> _WHAT THIS TASK INVOLVES_: Would you repeat the whole listing exactly?

> _RECORDS TO PROCESS_:
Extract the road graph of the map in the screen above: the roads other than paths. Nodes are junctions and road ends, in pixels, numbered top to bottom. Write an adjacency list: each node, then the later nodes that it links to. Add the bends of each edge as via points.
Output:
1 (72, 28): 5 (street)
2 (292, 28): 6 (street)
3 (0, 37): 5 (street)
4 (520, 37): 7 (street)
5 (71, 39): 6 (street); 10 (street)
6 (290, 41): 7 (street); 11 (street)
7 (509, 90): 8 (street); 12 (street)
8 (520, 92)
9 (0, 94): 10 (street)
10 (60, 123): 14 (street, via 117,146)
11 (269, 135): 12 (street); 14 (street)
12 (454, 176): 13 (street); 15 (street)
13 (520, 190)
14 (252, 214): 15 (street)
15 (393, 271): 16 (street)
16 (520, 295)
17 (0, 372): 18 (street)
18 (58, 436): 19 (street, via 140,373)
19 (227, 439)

> _RESPONSE TO THIS EXERCISE_:
Extract the road graph of the map in the screen above: the roads other than paths. Nodes are junctions and road ends, in pixels, numbered top to bottom. Write an adjacency list: each node, then the later nodes that it links to. Add the bends of each edge as via points.
Output:
1 (72, 28): 5 (street)
2 (292, 28): 6 (street)
3 (0, 37): 5 (street)
4 (520, 37): 7 (street)
5 (71, 39): 6 (street); 10 (street)
6 (290, 41): 7 (street); 11 (street)
7 (509, 90): 8 (street); 12 (street)
8 (520, 92)
9 (0, 94): 10 (street)
10 (60, 123): 14 (street, via 117,146)
11 (269, 135): 12 (street); 14 (street)
12 (454, 176): 13 (street); 15 (street)
13 (520, 190)
14 (252, 214): 15 (street)
15 (393, 271): 16 (street)
16 (520, 295)
17 (0, 372): 18 (street)
18 (58, 436): 19 (street, via 140,373)
19 (227, 439)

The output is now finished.